** Your assignment **
Transcribe the entries exactly; images are not part of the copy.
══════
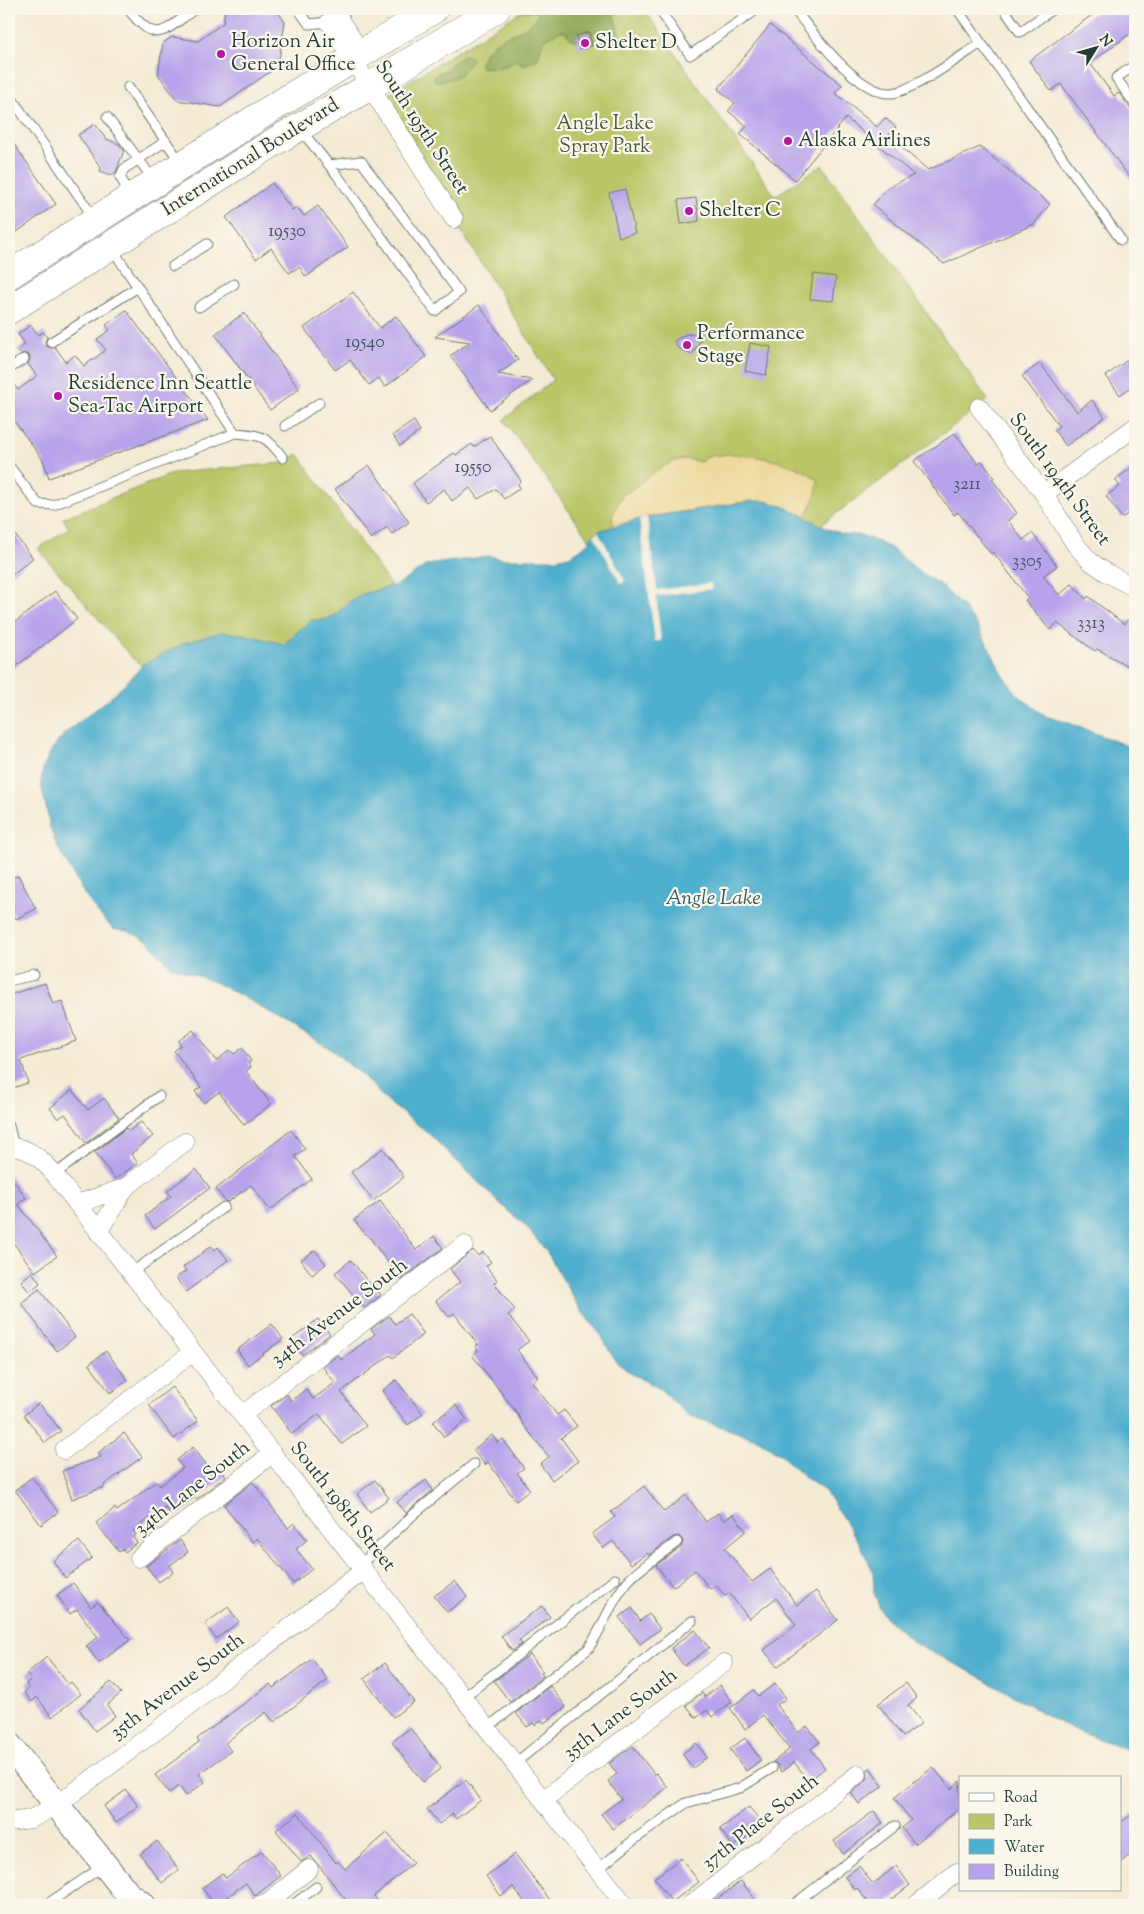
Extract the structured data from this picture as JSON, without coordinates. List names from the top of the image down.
{
  "streets": {
    "main road": ["International Boulevard"],
    "street": [
      "South 195th Street",
      "South 194th Street",
      "34th Avenue South",
      "34th Lane South",
      "South 198th Street",
      "35th Avenue South",
      "35th Lane South",
      "37th Place South"
    ]
  },
  "crossings": [
    ["South 195th Street", "International Boulevard"],
    ["34th Avenue South", "South 198th Street"],
    ["34th Lane South", "South 198th Street"],
    ["South 198th Street", "35th Avenue South"],
    ["South 198th Street", "35th Lane South"]
  ],
  "water": ["Angle Lake"],
  "parks": ["Angle Lake Spray Park"],
  "places": [
    "Shelter D",
    "Horizon Air General Office",
    "Alaska Airlines",
    "Shelter C",
    "Performance Stage",
    "Residence Inn Seattle Sea-Tac Airport"
  ],
  "house_numbers": [
    "19530",
    "19540",
    "19550",
    "3211",
    "3305",
    "3313"
  ],
  "legend": [
    "Road",
    "Park",
    "Water",
    "Building"
  ],
  "north": "top right"
}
══════
** Response **
Extract the structured data from this picture as JSON, without coordinates. List names from the top of the image down.
{
  "streets": {
    "main road": ["International Boulevard"],
    "street": [
      "South 195th Street",
      "South 194th Street",
      "34th Avenue South",
      "34th Lane South",
      "South 198th Street",
      "35th Avenue South",
      "35th Lane South",
      "37th Place South"
    ]
  },
  "crossings": [
    ["South 195th Street", "International Boulevard"],
    ["34th Avenue South", "South 198th Street"],
    ["34th Lane South", "South 198th Street"],
    ["South 198th Street", "35th Avenue South"],
    ["South 198th Street", "35th Lane South"]
  ],
  "water": ["Angle Lake"],
  "parks": ["Angle Lake Spray Park"],
  "places": [
    "Shelter D",
    "Horizon Air General Office",
    "Alaska Airlines",
    "Shelter C",
    "Performance Stage",
    "Residence Inn Seattle Sea-Tac Airport"
  ],
  "house_numbers": [
    "19530",
    "19540",
    "19550",
    "3211",
    "3305",
    "3313"
  ],
  "legend": [
    "Road",
    "Park",
    "Water",
    "Building"
  ],
  "north": "top right"
}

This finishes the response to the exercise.